In Lazio’s Viterbo province and in the heart of the ancient Etruscan land of Tuscia, lie two of the civilization’s most important necropolises and tombs: Tuscania and Tarquinia. The two cities are just 25 minutes apart and make an excellent day trip from nearby Lake Bolsena, Saturnia, Viterbo, or the Argentario Coast. Let’s go!
The Etruscan settlements uncovered here (7 in all) date back as far as the 7th century BC. By the 4th century BC, Tuscania was a thriving village connected to Tarquinia. Concentrated within a 10 km radius around the current St. Peter’s hill and church, the necropolises and tombs uncovered today include those of Ara del Tufo, Casa Galeotti, Madonna dell’Olivo, Peschiera, and Pian di Mola.
Just outside the old city walls, lies the Archeological Museum which is housed in the ex-Franciscan convent and now Church of Santa Maria del Riposo. A significant find was the tombs of Curunas and Vipinana families which includes sarcophagi and furnishings giving us an accurate picture of what life must have been like for the Etruscan aristocracy. There is also a large collection of Roman findings as well.
The town itself is lovely as well and while you’re here, you’ll want to visit St. Peter’s Basilica which originally dated to the 8th century and the Church of Santa Maria Maggiore also in Romanesque style.
The ancient Etruscan/Roman route, Via Clodia, runs through Tuscania and connected Rome with Etruria. Today, it is a popular trekking destination and portions of it can be done on horseback.
Just 25 km southwest of Tuscania is the ancient civilization of Tarquinia. The official name of the site is the Monterozzi Necropolis and it has been a UNESCO World Heritage Site since 2007. When you visit, it isn’t any wonder why.
6,000 graves were discovered here with the oldest dating to the 7th century BC. It is the finest and most complete display of Etruscan frescoes revealing priceless clues into the world of this mysterious civilization. The paintings depict daily rituals including hunting, music, dance, and religious ceremonies. One of the most famous and well-preserved is the stunning Tomb of the Leopards dating to 473 BC.
The National Archeological Museum of Tarquinia located in Palazzo Vitelleschi holds priceless artifacts dating as early as the 9th century BC up until the Roman period.

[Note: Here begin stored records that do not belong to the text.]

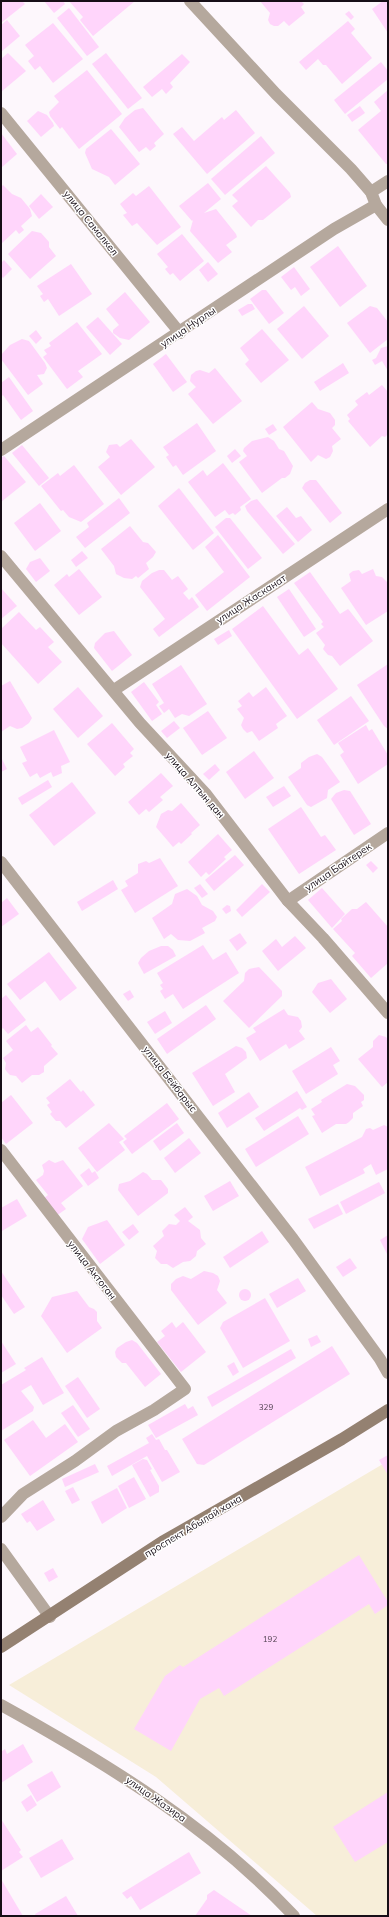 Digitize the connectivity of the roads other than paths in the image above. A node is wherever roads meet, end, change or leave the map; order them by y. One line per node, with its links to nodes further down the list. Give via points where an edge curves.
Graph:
1 (190, 1): 4 (street)
2 (1, 113): 7 (street, улица Самалкел)
3 (388, 181): 4 (street)
4 (371, 192): 5 (street)
5 (376, 205): 6 (street); 7 (street, улица Нурлы, via 334,229)
6 (388, 220)
7 (180, 333): 8 (street, улица Нурлы)
8 (1, 450)
9 (388, 509): 11 (street, улица Жасканат)
10 (1, 556): 11 (street, улица Алтын дан)
11 (114, 690): 14 (street, улица Алтын дан, via 140,723 205,793)
12 (388, 833): 14 (street, улица Байтерек)
13 (1, 862): 17 (street, улица Бейбарыс, via 289,1232)
14 (288, 900): 15 (street, улица Алтын дан)
15 (388, 1013)
16 (1, 1150): 19 (street, улица Актоган, via 185,1389 116,1431 24,1494)
17 (388, 1373)
18 (388, 1410): 21 (main road, проспект Абылай хана, via 162,1542)
19 (1, 1517)
20 (1, 1549): 21 (street)
21 (50, 1617): 22 (main road, проспект Абылай хана)
22 (1, 1647)
23 (1, 1705): 24 (street, улица Жазира, via 120,1774 192,1825 265,1885)
24 (294, 1916) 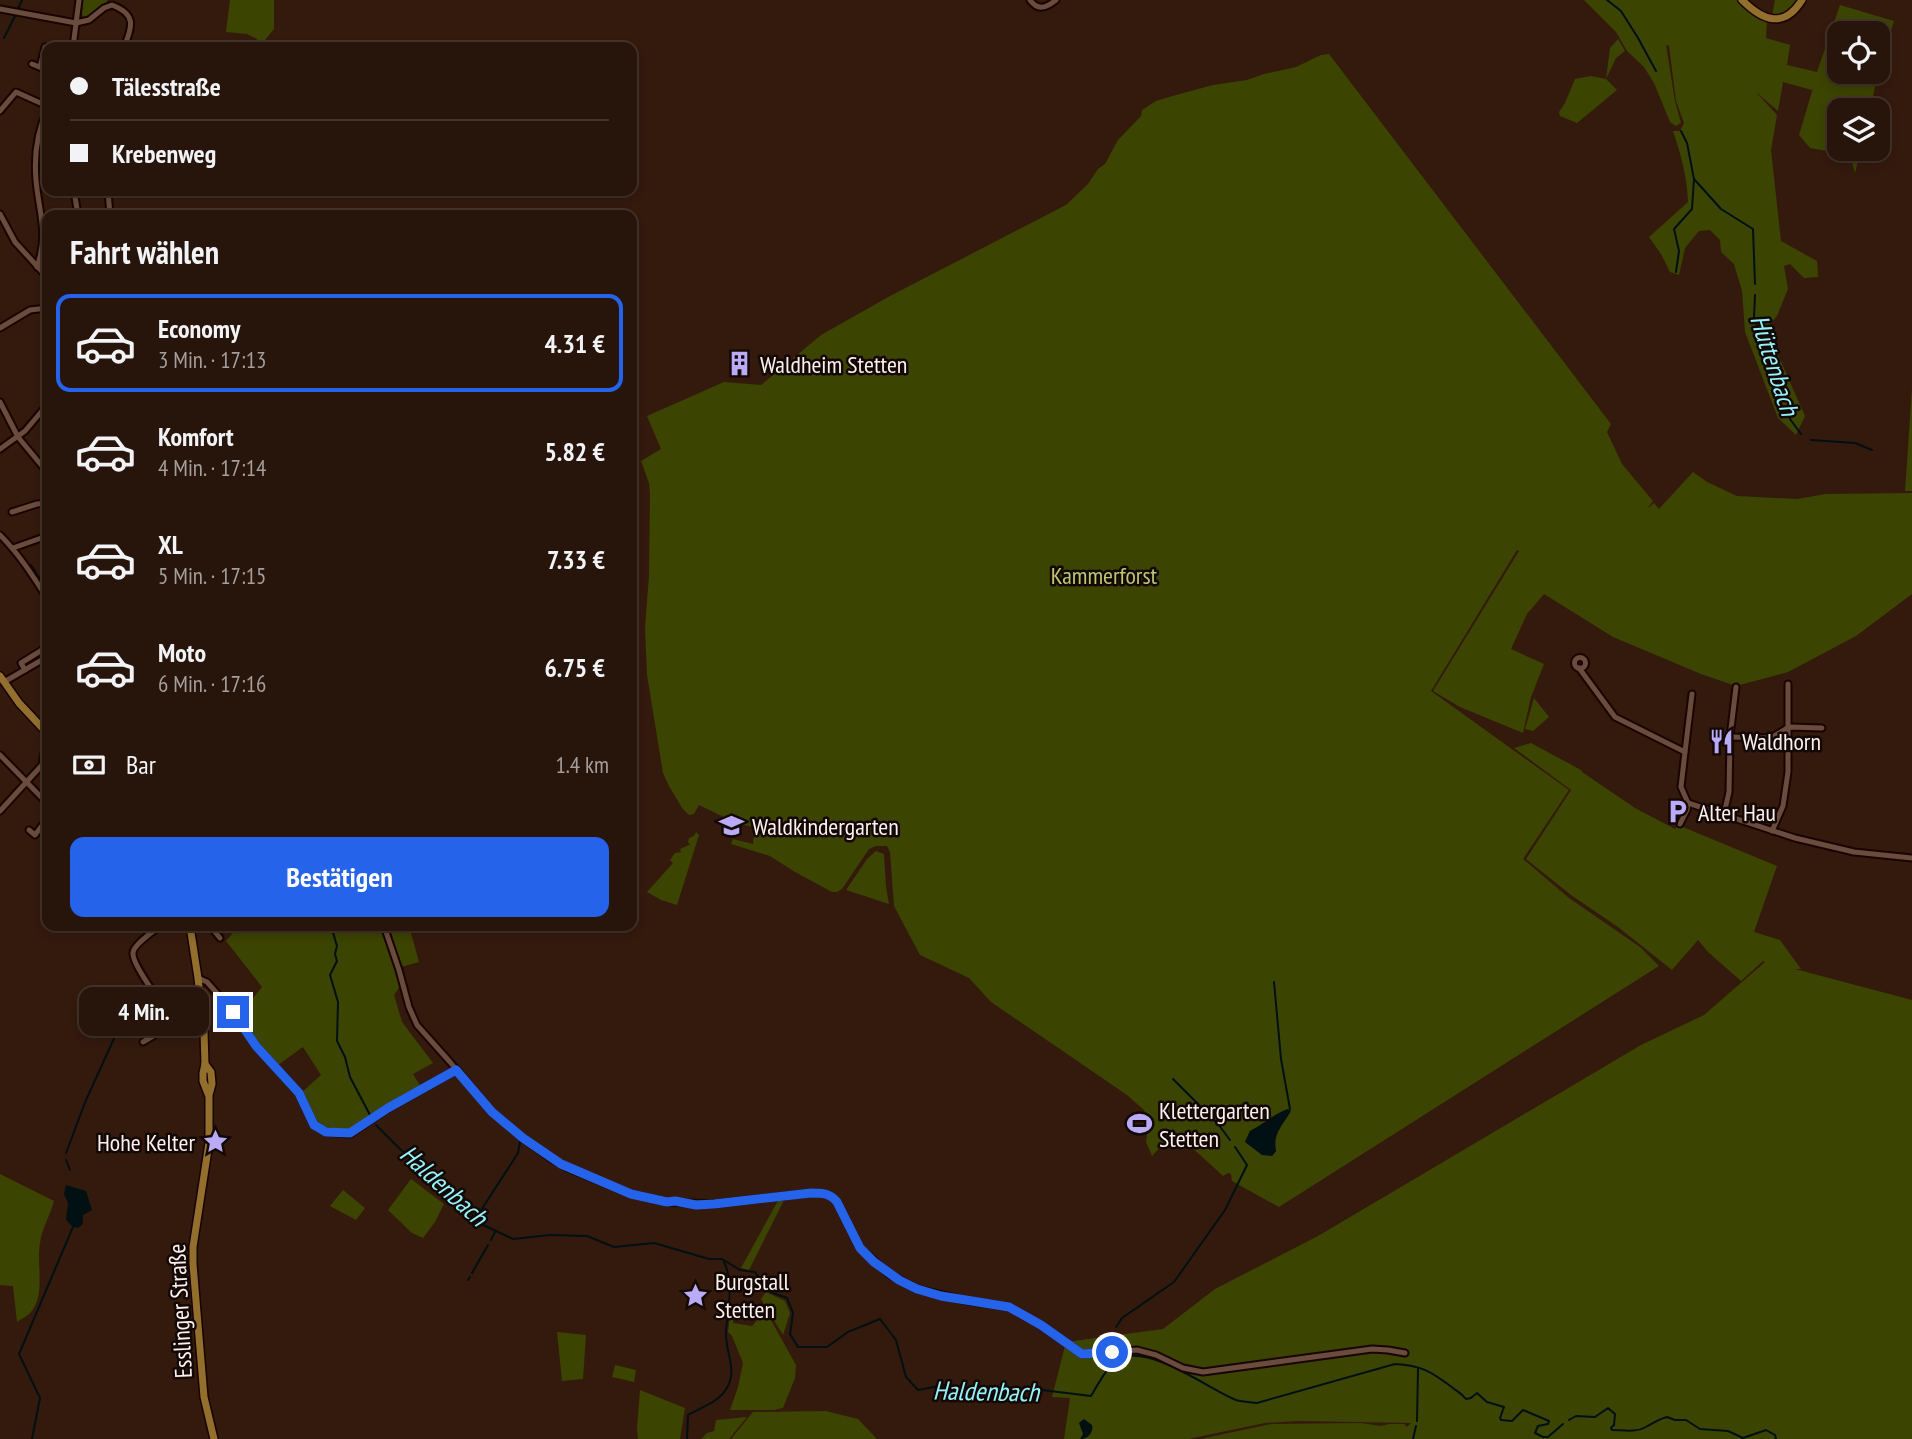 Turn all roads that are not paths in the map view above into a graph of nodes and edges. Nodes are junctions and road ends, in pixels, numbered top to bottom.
1 (79, 0) edge
2 (1030, 0) edge
3 (1056, 0) edge
4 (1742, 0) edge
5 (1802, 0) edge
6 (0, 9) edge
7 (76, 23) junction
8 (74, 42) edge
9 (126, 42) edge
10 (42, 59) edge
11 (32, 64) dead end
12 (40, 67) joint
13 (42, 105) edge
14 (0, 111) edge
15 (42, 120) edge
16 (0, 214) edge
17 (42, 223) edge
18 (42, 252) edge
19 (37, 267) junction
20 (42, 272) edge
21 (42, 309) edge
22 (0, 328) edge
23 (0, 402) edge
24 (42, 411) edge
25 (18, 437) junction
26 (0, 449) edge
27 (42, 466) edge
28 (42, 504) edge
29 (12, 512) dead end
30 (0, 535) edge
31 (42, 538) edge
32 (13, 548) junction
33 (42, 591) edge
34 (42, 650) edge
35 (1579, 668) dead end
36 (2, 679) edge
37 (1788, 684) dead end
38 (1736, 687) dead end
39 (1692, 694) dead end
40 (1789, 727) junction
41 (1822, 728) dead end
42 (42, 729) edge
43 (1730, 737) junction
44 (1685, 752) junction
45 (0, 755) edge
46 (42, 765) edge
47 (27, 781) junction
48 (42, 798) edge
49 (1688, 803) junction
50 (0, 811) edge
51 (1724, 814) junction
52 (1680, 824) dead end
53 (42, 826) edge
54 (29, 830) dead end
55 (1772, 831) junction
56 (1912, 858) edge
57 (154, 931) edge
58 (191, 931) edge
59 (214, 931) edge
60 (386, 931) edge
61 (220, 938) dead end
62 (198, 978) junction
63 (173, 1018) junction
64 (204, 1032) junction
65 (143, 1042) dead end
66 (456, 1070) junction
67 (1405, 1353) dead end
68 (214, 1439) edge

1 - 7 street
2 - 3 street
4 - 5 main road
6 - 7 street
7 - 8 street
7 - 9 street
10 - 12 street
11 - 12 street
13 - 14 street
15 - 17 street
16 - 19 street
18 - 19 street
19 - 20 street
21 - 22 street
23 - 25 street
24 - 25 street
25 - 26 street
25 - 27 street
28 - 29 street
30 - 32 street
31 - 32 street
32 - 33 street
34 - 36 street
35 - 44 street
36 - 42 main road
37 - 40 street
38 - 43 street
39 - 44 street
40 - 41 street
40 - 43 street
40 - 55 street
43 - 51 street
44 - 49 street
45 - 47 street
46 - 47 street
47 - 48 street
47 - 50 street
49 - 51 street
49 - 52 street
51 - 55 street
53 - 54 street
55 - 56 street
57 - 63 street
58 - 62 main road, Esslinger Straße
59 - 61 street
60 - 66 street
62 - 64 main road, Esslinger Straße
62 - 66 street
63 - 64 street
63 - 65 street
64 - 68 main road, Esslinger Straße
66 - 67 street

Just a few kilometers from the necropolis and museum lies another very important Etruscan site that is absolutely worth visiting. The remains of the Ara della Regina Temple date to the 4th century BC and in its glory, measured 44 by 25 meters. One of the most important Etruscan artifacts ever discovered was found here and is now located in Tarquinia’s museum: the “Winged Horses of Tarquinia”.